* Task details
Sort through the entries below and pull out lines containing the word "street".
══ Source material
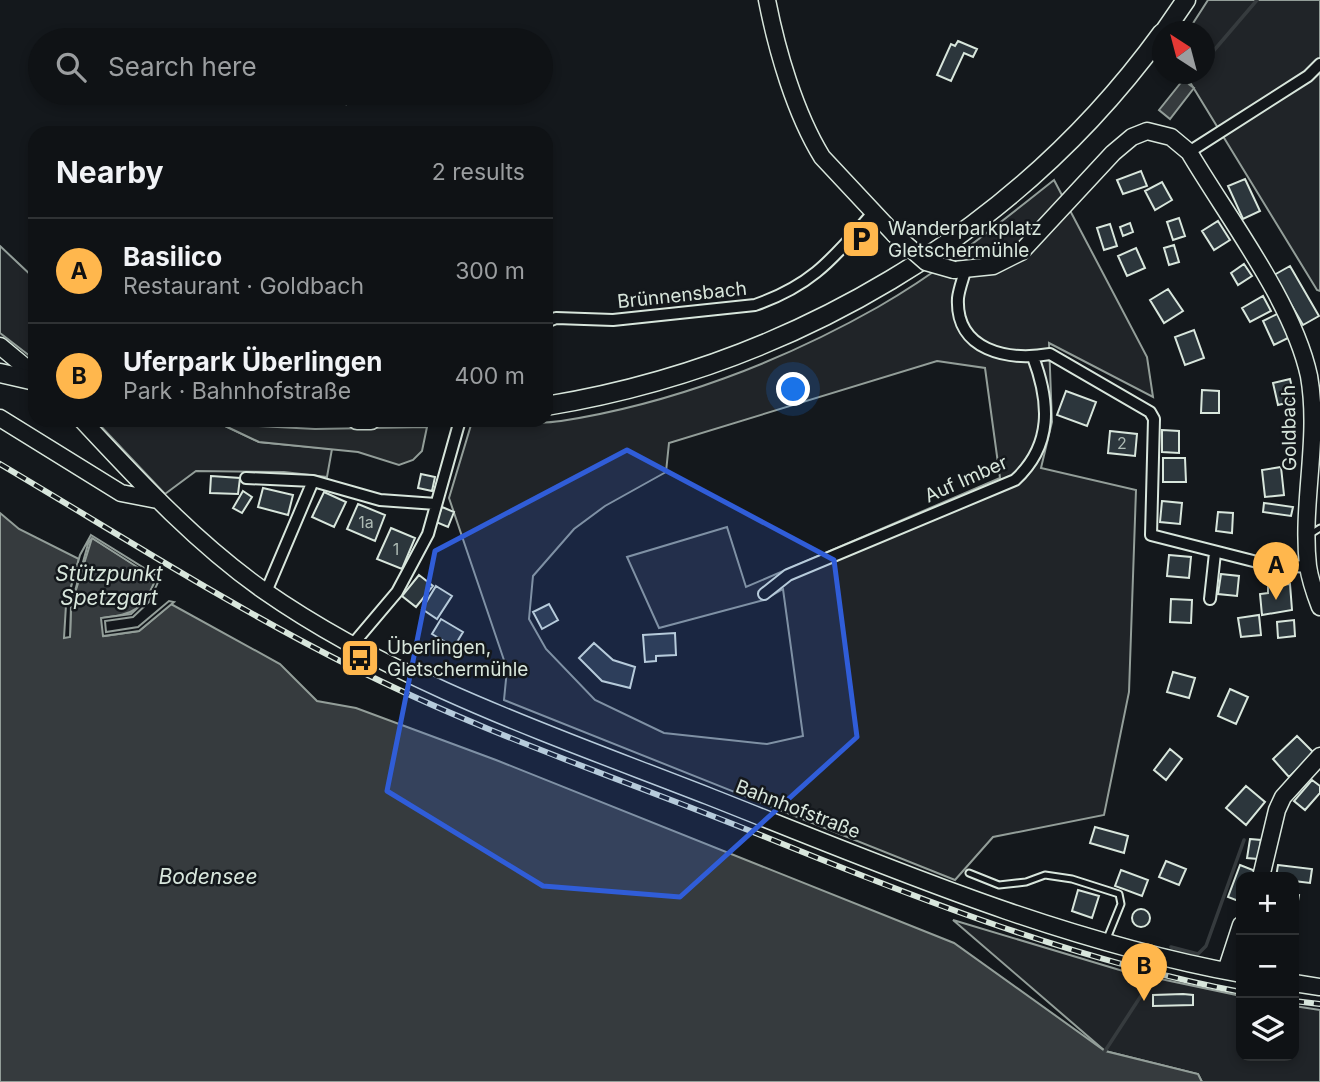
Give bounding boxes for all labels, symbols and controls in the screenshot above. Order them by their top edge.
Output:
north arrow [1152,21,1215,84]
search box [28,28,553,105]
icon: search [52,48,90,86]
text: Search here [108,51,257,82]
text: Nearby [56,154,164,190]
text: 2 results [432,158,525,186]
place label: Wanderparkplatz Gletschermühle [888,217,1042,262]
parking icon: Wanderparkplatz Gletschermühle [840,218,882,260]
text: Basilico [123,241,222,272]
text: A [70,257,88,285]
text: 300 m [455,257,525,285]
text: Restaurant · Goldbach [123,272,364,300]
street label: Brünnensbach [616,277,748,313]
text: Uferpark Überlingen [123,346,382,377]
text: B [71,362,87,390]
text: 400 m [455,362,525,390]
your location [776,372,810,406]
text: Park · Bahnhofstraße [123,377,351,405]
street label: Goldbach [1277,385,1301,471]
house number: 2 [1117,433,1127,453]
street label: Auf Imber [921,451,1011,507]
house number: 1a [358,512,374,532]
house number: 1 [393,539,399,559]
pin: A [1253,542,1299,600]
water label: Stützpunkt Spetzgart [55,561,164,610]
place label: Überlingen, Gletschermühle [387,636,528,681]
bus stop icon: Überlingen, Gletschermühle [339,637,381,679]
street label: Bahnhofstraße [732,775,864,843]
water label: Bodensee [159,864,257,889]
map controls [1236,872,1299,1061]
button: + [1236,872,1299,935]
button: − [1236,935,1299,998]
pin: B [1121,943,1167,1001]
button: layers [1236,998,1299,1061]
════
* Result of this exercise
street label: Brünnensbach [616,277,748,313]
street label: Goldbach [1277,385,1301,471]
street label: Auf Imber [921,451,1011,507]
street label: Bahnhofstraße [732,775,864,843]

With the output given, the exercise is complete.